Within the listing below, show every line that contains the word "Harvard".
-------- RECORDED DATA
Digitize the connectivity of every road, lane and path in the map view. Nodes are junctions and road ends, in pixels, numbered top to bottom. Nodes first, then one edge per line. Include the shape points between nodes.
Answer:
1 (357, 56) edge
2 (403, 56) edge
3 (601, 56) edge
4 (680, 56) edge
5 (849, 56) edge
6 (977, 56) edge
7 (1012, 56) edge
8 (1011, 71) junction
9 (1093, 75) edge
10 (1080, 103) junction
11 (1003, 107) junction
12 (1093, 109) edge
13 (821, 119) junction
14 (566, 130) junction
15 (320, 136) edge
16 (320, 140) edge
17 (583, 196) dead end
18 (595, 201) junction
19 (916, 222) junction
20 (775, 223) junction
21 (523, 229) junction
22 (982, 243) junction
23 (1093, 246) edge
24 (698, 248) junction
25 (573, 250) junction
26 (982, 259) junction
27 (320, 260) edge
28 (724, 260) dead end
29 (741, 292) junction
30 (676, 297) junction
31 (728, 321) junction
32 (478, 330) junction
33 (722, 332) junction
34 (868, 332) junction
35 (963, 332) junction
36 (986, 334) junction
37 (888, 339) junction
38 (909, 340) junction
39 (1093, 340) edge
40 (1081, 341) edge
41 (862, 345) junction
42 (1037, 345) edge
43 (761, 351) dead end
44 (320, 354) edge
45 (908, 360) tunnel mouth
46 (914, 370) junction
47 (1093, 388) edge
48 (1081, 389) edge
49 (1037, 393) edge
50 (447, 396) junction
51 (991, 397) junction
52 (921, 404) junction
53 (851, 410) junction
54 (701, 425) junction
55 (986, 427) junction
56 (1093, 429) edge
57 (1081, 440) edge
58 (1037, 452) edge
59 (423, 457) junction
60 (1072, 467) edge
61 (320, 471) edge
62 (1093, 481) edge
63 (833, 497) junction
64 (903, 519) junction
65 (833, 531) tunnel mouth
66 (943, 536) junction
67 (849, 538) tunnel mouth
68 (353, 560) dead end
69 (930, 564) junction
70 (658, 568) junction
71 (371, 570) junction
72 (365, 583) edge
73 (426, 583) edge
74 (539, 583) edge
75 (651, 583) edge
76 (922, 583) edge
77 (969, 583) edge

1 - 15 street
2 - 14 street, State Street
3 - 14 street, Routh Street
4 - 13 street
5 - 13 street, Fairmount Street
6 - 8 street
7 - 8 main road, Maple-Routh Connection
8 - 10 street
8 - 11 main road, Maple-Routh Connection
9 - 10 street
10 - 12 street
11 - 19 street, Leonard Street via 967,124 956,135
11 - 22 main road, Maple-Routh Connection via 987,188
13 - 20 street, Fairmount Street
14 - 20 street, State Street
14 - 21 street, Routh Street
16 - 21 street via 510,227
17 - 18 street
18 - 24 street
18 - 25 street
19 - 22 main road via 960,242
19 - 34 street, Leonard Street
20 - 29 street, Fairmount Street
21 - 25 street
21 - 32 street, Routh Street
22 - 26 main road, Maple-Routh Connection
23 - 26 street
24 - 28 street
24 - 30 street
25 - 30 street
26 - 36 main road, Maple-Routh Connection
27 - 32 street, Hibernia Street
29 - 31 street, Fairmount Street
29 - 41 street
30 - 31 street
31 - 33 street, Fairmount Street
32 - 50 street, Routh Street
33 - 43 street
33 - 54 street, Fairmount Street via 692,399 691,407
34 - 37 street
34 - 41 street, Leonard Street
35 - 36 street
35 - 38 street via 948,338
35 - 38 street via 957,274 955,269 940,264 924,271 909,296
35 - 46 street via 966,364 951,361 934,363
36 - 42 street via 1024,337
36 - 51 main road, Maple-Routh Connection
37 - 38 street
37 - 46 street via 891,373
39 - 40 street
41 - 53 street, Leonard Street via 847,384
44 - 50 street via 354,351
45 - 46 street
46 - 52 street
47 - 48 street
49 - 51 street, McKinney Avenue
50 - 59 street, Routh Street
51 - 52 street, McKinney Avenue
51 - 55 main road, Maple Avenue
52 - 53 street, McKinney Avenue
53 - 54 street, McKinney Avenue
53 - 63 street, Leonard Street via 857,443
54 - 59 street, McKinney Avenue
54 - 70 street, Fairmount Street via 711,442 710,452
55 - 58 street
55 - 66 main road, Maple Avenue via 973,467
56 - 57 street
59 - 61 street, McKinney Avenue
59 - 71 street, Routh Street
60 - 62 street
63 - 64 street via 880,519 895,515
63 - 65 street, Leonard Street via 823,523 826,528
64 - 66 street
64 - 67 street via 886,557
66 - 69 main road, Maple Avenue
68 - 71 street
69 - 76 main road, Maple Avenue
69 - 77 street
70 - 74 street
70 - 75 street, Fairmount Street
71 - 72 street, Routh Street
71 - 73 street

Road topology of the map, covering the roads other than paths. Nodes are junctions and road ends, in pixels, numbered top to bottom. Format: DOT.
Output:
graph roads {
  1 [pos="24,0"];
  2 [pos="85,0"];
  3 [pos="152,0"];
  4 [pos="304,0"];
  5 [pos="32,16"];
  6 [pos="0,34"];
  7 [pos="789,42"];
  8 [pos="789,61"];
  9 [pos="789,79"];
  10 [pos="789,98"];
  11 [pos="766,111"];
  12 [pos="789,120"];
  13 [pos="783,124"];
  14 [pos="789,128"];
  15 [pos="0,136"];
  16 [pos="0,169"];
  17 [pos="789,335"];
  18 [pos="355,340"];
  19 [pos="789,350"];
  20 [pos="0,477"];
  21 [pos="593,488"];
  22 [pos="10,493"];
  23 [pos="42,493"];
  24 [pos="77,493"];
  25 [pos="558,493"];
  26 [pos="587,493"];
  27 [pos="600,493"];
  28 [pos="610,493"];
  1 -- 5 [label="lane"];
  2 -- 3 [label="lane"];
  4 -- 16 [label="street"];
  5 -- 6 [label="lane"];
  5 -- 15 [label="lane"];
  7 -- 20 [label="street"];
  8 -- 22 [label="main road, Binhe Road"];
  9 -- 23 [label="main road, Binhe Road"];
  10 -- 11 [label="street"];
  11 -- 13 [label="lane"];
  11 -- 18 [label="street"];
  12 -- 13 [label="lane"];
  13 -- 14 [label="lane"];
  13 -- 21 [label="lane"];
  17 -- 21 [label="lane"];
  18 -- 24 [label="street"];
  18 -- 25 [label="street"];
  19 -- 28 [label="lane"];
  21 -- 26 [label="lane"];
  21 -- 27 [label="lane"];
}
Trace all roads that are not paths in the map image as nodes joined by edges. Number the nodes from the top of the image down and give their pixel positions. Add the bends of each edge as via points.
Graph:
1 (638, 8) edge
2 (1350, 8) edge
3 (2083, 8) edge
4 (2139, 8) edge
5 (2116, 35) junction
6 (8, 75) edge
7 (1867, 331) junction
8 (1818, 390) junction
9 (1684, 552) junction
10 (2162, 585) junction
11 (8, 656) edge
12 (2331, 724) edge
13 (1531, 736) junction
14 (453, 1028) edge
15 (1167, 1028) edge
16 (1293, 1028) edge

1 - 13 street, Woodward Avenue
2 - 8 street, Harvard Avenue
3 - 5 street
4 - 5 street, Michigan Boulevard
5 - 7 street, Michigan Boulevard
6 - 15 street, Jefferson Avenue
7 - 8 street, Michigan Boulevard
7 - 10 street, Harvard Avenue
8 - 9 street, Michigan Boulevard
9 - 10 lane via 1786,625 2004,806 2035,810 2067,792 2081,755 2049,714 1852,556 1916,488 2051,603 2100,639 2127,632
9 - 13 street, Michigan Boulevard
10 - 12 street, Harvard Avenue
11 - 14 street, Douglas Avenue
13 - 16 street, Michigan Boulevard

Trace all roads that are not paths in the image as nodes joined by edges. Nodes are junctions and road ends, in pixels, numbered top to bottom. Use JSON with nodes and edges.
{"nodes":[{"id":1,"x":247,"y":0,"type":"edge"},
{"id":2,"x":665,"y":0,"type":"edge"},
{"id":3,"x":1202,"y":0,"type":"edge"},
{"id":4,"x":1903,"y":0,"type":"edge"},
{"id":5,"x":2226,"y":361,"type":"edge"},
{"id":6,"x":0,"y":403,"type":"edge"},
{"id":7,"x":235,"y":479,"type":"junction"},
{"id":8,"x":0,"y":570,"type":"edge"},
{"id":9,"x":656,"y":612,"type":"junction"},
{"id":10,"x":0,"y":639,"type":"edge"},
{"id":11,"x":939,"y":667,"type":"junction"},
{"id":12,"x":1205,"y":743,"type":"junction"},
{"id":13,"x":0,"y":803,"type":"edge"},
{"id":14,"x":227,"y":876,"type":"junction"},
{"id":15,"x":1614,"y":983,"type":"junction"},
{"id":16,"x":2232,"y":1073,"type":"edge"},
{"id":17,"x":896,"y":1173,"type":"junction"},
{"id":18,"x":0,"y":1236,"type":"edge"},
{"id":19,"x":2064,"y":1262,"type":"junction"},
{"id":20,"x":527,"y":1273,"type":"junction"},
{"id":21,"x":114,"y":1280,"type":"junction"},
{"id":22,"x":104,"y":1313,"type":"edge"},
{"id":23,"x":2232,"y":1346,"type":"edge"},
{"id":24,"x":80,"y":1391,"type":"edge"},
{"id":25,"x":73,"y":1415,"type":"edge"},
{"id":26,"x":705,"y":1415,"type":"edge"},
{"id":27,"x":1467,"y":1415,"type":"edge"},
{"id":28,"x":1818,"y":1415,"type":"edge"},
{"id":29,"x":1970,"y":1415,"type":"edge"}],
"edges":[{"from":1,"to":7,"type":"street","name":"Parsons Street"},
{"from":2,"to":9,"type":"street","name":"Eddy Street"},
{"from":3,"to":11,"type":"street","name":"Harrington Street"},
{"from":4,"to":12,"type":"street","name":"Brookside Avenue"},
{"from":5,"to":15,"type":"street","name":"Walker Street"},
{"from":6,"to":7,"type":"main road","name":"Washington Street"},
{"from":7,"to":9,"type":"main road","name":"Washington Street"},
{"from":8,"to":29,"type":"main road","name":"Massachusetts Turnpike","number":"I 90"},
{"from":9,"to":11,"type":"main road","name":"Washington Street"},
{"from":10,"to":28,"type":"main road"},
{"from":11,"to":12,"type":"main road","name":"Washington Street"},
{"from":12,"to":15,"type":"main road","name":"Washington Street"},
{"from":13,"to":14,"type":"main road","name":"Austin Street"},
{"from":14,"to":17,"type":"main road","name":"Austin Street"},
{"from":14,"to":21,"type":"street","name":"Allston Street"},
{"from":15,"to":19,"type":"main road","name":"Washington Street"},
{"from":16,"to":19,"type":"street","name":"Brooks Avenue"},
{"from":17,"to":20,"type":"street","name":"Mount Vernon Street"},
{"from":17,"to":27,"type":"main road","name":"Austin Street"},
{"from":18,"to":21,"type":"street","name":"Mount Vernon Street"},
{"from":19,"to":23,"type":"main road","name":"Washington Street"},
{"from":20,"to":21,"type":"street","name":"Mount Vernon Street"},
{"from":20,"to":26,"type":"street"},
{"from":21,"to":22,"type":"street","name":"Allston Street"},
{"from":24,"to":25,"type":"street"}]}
----------------
*SOLUTION TO THIS TASK*
2 - 8 street, Harvard Avenue
7 - 10 street, Harvard Avenue
10 - 12 street, Harvard Avenue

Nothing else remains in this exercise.